[FFmpeg-devel] [PATCH 3/6] avutil/hwcontext_cuda: add CUstream in cuda hwctx

Oscar Amoros Huguet oamoros at mediapro.tv
Wed May 9 00:11:59 EEST 2018


Hi!

Responding the per device question (sorry I can't make it shorter, the topic is quite dense).

A typical CUDA application uses a single cuda context, and multiple cuda streams to allow asynchronicity between cuda tasks (memory transfers, kernels, memsets) and make overlapping between those tasks possible, to save potentially a lot to execution time.

Even with Timo's changes, by default the behaviour of ffmpeg is the same. Each ffmpeg decoding instance creates a new cuda context by calling cuda_device_create.

The result of this, can be seen with (for instance) NVIDIA NSIGHT Visual Studio plugin timeline. Basically, the GPU changes it's cuda context every frame, as many times as videos you are decoding. This is less optimal than what is possible with Timo's additions.

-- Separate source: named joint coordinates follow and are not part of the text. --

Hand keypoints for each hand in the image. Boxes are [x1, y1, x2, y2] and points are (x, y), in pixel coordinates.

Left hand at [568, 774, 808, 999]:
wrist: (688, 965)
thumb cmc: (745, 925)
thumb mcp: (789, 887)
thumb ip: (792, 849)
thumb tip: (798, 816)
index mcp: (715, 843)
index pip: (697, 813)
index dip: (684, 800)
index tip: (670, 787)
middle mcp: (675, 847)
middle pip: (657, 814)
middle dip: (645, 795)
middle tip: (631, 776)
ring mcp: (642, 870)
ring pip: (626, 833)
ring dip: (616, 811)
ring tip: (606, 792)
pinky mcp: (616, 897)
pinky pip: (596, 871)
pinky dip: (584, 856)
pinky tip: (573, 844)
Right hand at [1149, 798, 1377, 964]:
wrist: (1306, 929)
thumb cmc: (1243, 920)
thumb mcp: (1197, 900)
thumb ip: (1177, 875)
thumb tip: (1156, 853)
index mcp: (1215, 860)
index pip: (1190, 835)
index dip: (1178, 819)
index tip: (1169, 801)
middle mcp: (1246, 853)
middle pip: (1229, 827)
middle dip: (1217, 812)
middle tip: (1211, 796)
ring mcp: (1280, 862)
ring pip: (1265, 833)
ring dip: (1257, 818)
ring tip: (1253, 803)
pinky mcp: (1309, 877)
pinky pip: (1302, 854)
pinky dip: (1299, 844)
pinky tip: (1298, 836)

The reason for the un-efficiency is partly because of the time the GPU needs to change between contexts (very small in recent hardware), but also and more importantly, because any cuda task executing in a cuda context, will never overlap with tasks in other cuda contexts. And this can imply a huge waste of time, specially if you need to download each frame from GPU to CPU.

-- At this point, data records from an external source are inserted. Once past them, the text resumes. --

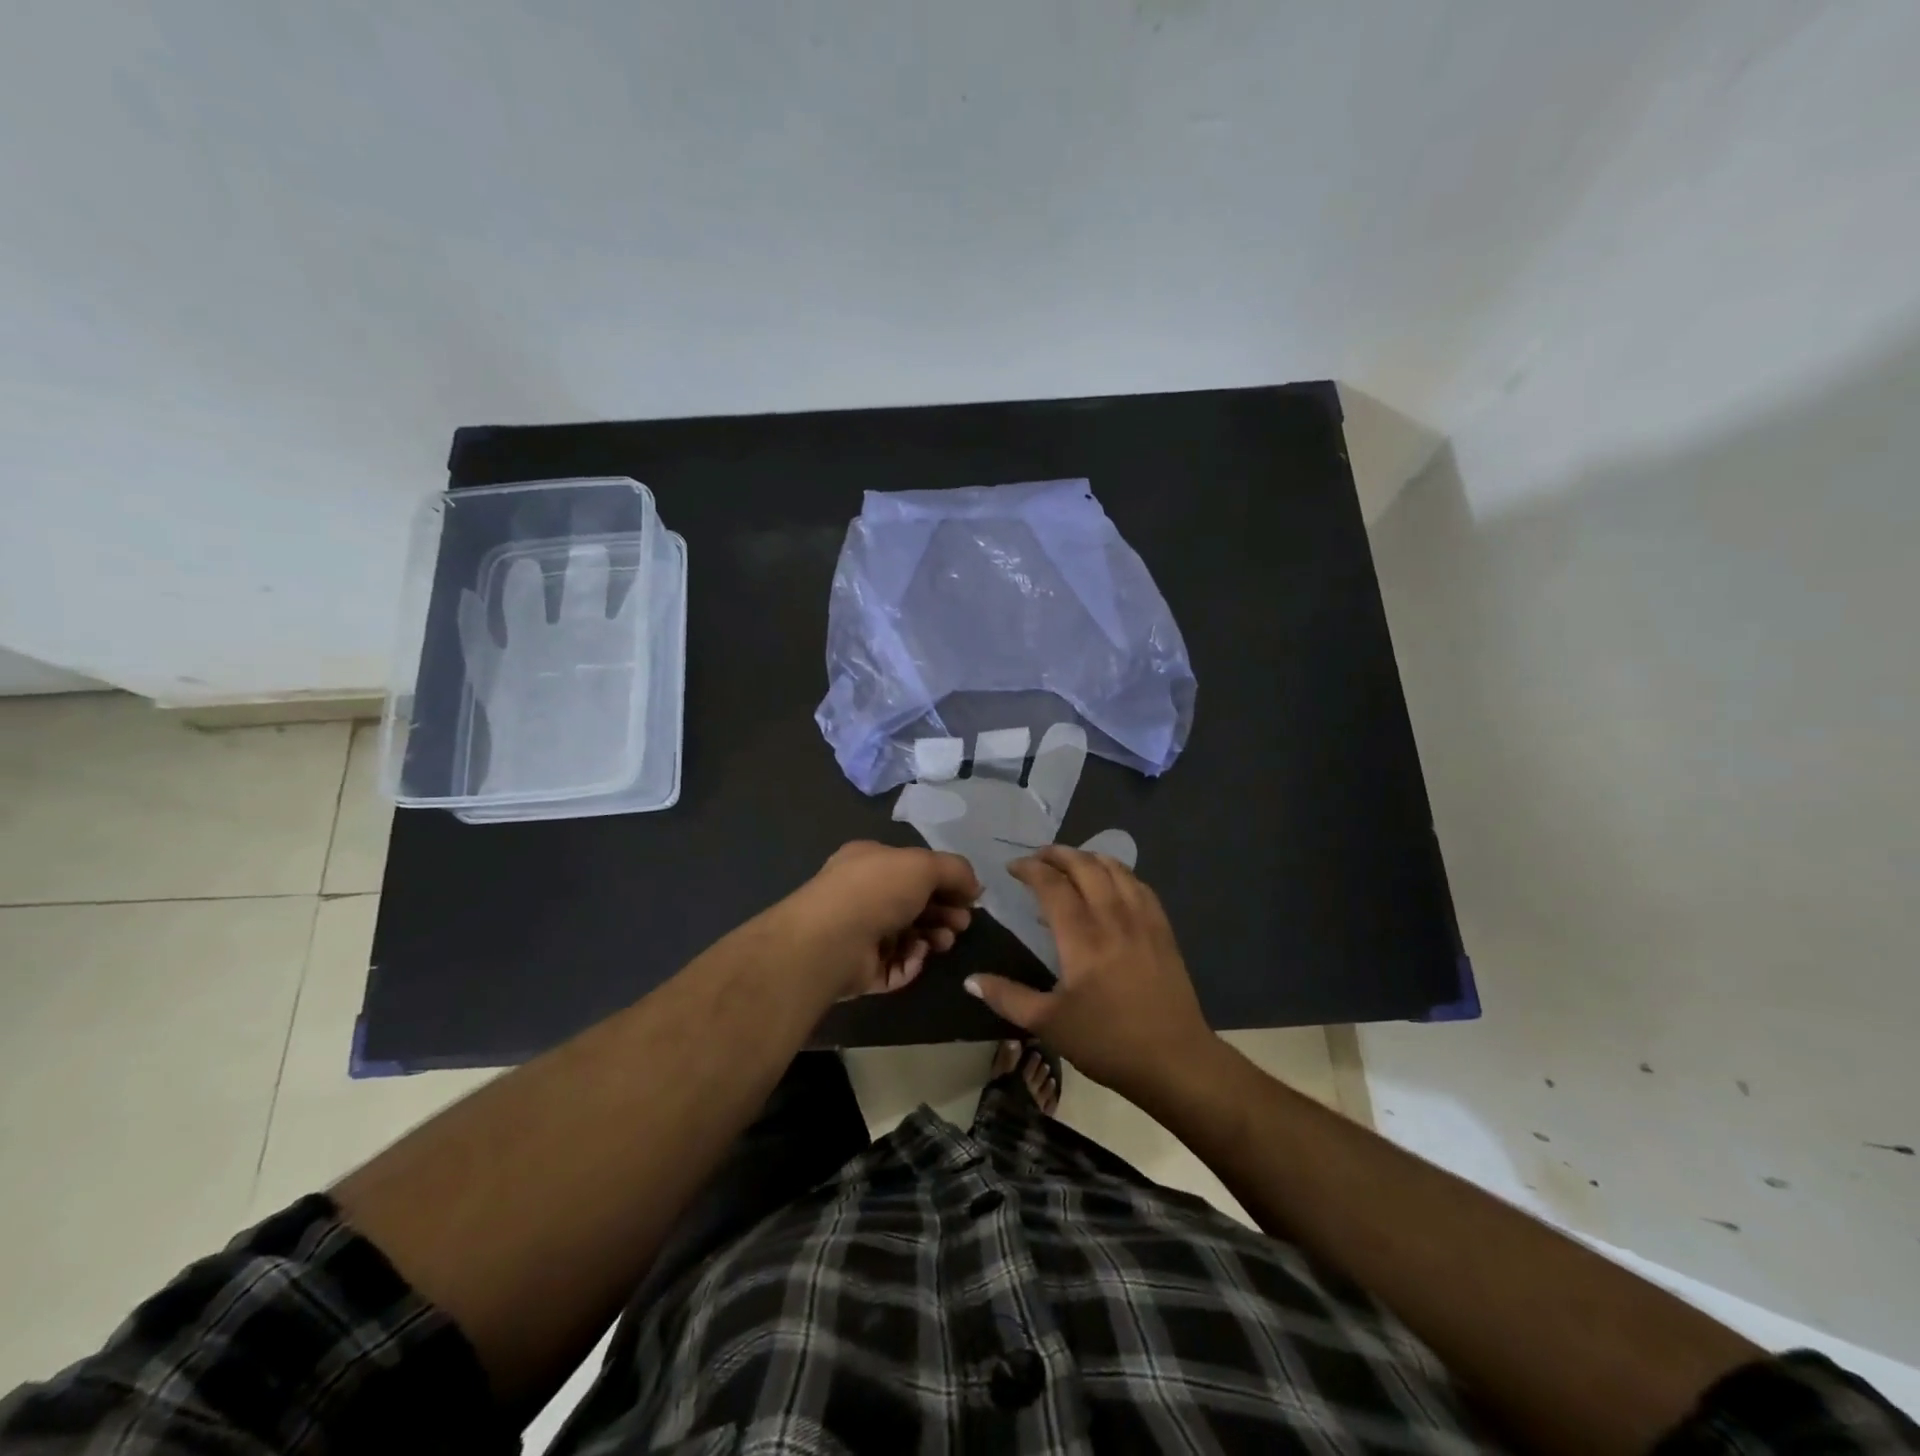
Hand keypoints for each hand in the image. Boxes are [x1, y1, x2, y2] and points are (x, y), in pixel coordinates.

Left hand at [780, 841, 981, 998]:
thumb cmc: (876, 890)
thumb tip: (975, 887)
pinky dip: (911, 962)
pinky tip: (918, 956)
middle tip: (962, 923)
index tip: (970, 896)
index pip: (914, 869)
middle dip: (943, 912)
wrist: (831, 940)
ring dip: (933, 937)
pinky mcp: (860, 969)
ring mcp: (859, 933)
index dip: (945, 881)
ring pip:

Before Timo's changes, I could already use the same cuda contex for all decoding instances, using a CPU thread per video, that will not call cuda_device_create. Instead, each thread will allocate an ffmpeg hw_ctx, and manually set the cuda contex that already exists in the application. This way you solve the problem of switching contexts, and another problem. All cuda tasks enqueued by nvdec and ffmpeg for the decoding task, now are using the default stream of the same cuda context, so now I can synchronize this default stream, with another non-default stream in my aplication, making all the following cuda tasks to be asynchronous and able to overlap. Before, I had to copy the data from GPU to CPU in a blocking way, indirectly using the context created by ffmpeg. But still, the cuda tasks enqueued by nvdec and ffmpeg are not overlapping because they are not asynchronous, because they use the default cuda stream.

So now, we are using the same "device" or cuda context for all decoding feeds in the application.

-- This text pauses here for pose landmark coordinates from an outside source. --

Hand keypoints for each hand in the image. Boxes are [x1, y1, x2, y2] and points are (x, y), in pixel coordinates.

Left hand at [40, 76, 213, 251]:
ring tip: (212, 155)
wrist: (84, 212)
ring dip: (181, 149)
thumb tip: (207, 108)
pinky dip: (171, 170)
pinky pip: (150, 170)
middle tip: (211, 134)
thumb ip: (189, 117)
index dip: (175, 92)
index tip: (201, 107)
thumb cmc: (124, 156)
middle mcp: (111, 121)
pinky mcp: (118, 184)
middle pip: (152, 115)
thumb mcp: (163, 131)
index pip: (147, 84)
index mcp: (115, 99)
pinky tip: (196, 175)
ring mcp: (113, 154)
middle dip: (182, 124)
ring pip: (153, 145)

Thanks to Timo's changes, besides the removal of some memory copies (very nice), now additionally to being able to manually set the cuda context, I can set a non-default cuda stream in the ffmpeg cuda hw_ctx struct, so all cuda tasks performed by ffmpeg and nvdec will use this stream, and can overlap with all my other cuda tasks, instead of blocking the gpu until they finish.

I our use case, this is a very relevant execution time improvement, and we are going to use this. So I hope this, or something similar can go into the master branch of the project.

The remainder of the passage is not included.